**DATA:**
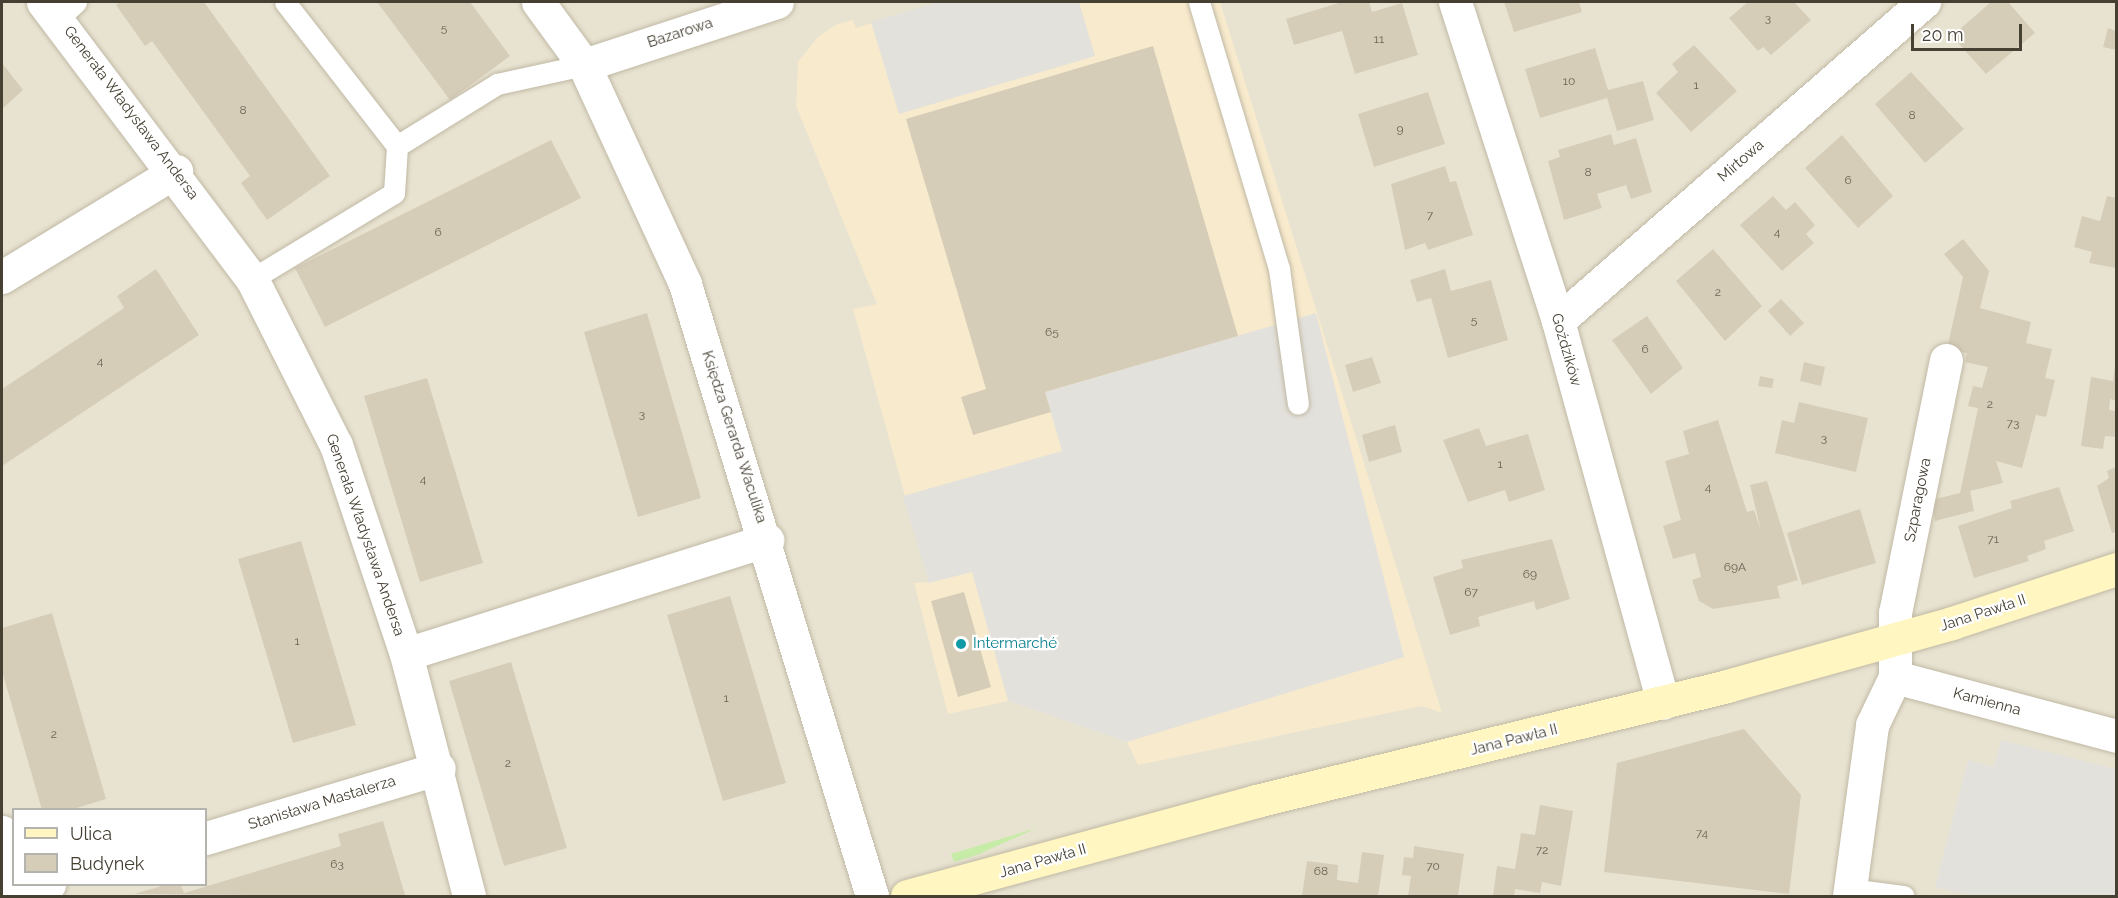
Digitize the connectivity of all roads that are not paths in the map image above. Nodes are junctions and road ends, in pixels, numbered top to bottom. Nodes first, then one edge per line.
1 (285, 2) edge
2 (538, 2) edge
3 (777, 2) edge
4 (1199, 2) edge
5 (1455, 2) edge
6 (1924, 2) edge
7 (60, 7) edge
8 (584, 65) junction
9 (397, 146) junction
10 (176, 171) junction
11 (2, 277) edge
12 (252, 279) junction
13 (1558, 321) junction
14 (1946, 360) dead end
15 (1298, 404) dead end
16 (767, 540) junction
17 (2116, 569) edge
18 (1894, 640) junction
19 (405, 654) junction
20 (1895, 677) junction
21 (1663, 703) junction
22 (2116, 736) edge
23 (439, 768) junction
24 (2, 832) edge
25 (207, 838) edge
26 (12, 860) edge
27 (1849, 893) edge
28 (469, 897) edge
29 (872, 897) edge
30 (907, 897) edge
31 (1904, 897) edge

1 - 9 lane
2 - 8 street, Księdza Gerarda Waculika
3 - 8 street, Bazarowa
4 - 15 lane
5 - 13 street, Goździków
6 - 13 street, Mirtowa
7 - 10 street, Generała Władysława Andersa
8 - 9 lane
8 - 16 street, Księdza Gerarda Waculika
9 - 12 lane
10 - 11 street
10 - 12 street, Generała Władysława Andersa
12 - 19 street, Generała Władysława Andersa
13 - 21 street, Goździków
14 - 18 street, Szparagowa
16 - 19 street
16 - 29 street, Księdza Gerarda Waculika
17 - 18 street, Jana Pawła II
18 - 20 street
18 - 21 street, Jana Pawła II
19 - 23 street, Generała Władysława Andersa
20 - 22 street, Kamienna
20 - 27 street
21 - 30 street, Jana Pawła II
23 - 25 street, Stanisława Mastalerza
23 - 28 street, Generała Władysława Andersa
24 - 26 street
27 - 31 lane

**EXERCISE REQUIREMENTS:**
What you return must match the data above exactly, with no images included.

**EXERCISE RESPONSE:**
Digitize the connectivity of all roads that are not paths in the map image above. Nodes are junctions and road ends, in pixels, numbered top to bottom. Nodes first, then one edge per line.
1 (285, 2) edge
2 (538, 2) edge
3 (777, 2) edge
4 (1199, 2) edge
5 (1455, 2) edge
6 (1924, 2) edge
7 (60, 7) edge
8 (584, 65) junction
9 (397, 146) junction
10 (176, 171) junction
11 (2, 277) edge
12 (252, 279) junction
13 (1558, 321) junction
14 (1946, 360) dead end
15 (1298, 404) dead end
16 (767, 540) junction
17 (2116, 569) edge
18 (1894, 640) junction
19 (405, 654) junction
20 (1895, 677) junction
21 (1663, 703) junction
22 (2116, 736) edge
23 (439, 768) junction
24 (2, 832) edge
25 (207, 838) edge
26 (12, 860) edge
27 (1849, 893) edge
28 (469, 897) edge
29 (872, 897) edge
30 (907, 897) edge
31 (1904, 897) edge

1 - 9 lane
2 - 8 street, Księdza Gerarda Waculika
3 - 8 street, Bazarowa
4 - 15 lane
5 - 13 street, Goździków
6 - 13 street, Mirtowa
7 - 10 street, Generała Władysława Andersa
8 - 9 lane
8 - 16 street, Księdza Gerarda Waculika
9 - 12 lane
10 - 11 street
10 - 12 street, Generała Władysława Andersa
12 - 19 street, Generała Władysława Andersa
13 - 21 street, Goździków
14 - 18 street, Szparagowa
16 - 19 street
16 - 29 street, Księdza Gerarda Waculika
17 - 18 street, Jana Pawła II
18 - 20 street
18 - 21 street, Jana Pawła II
19 - 23 street, Generała Władysława Andersa
20 - 22 street, Kamienna
20 - 27 street
21 - 30 street, Jana Pawła II
23 - 25 street, Stanisława Mastalerza
23 - 28 street, Generała Władysława Andersa
24 - 26 street
27 - 31 lane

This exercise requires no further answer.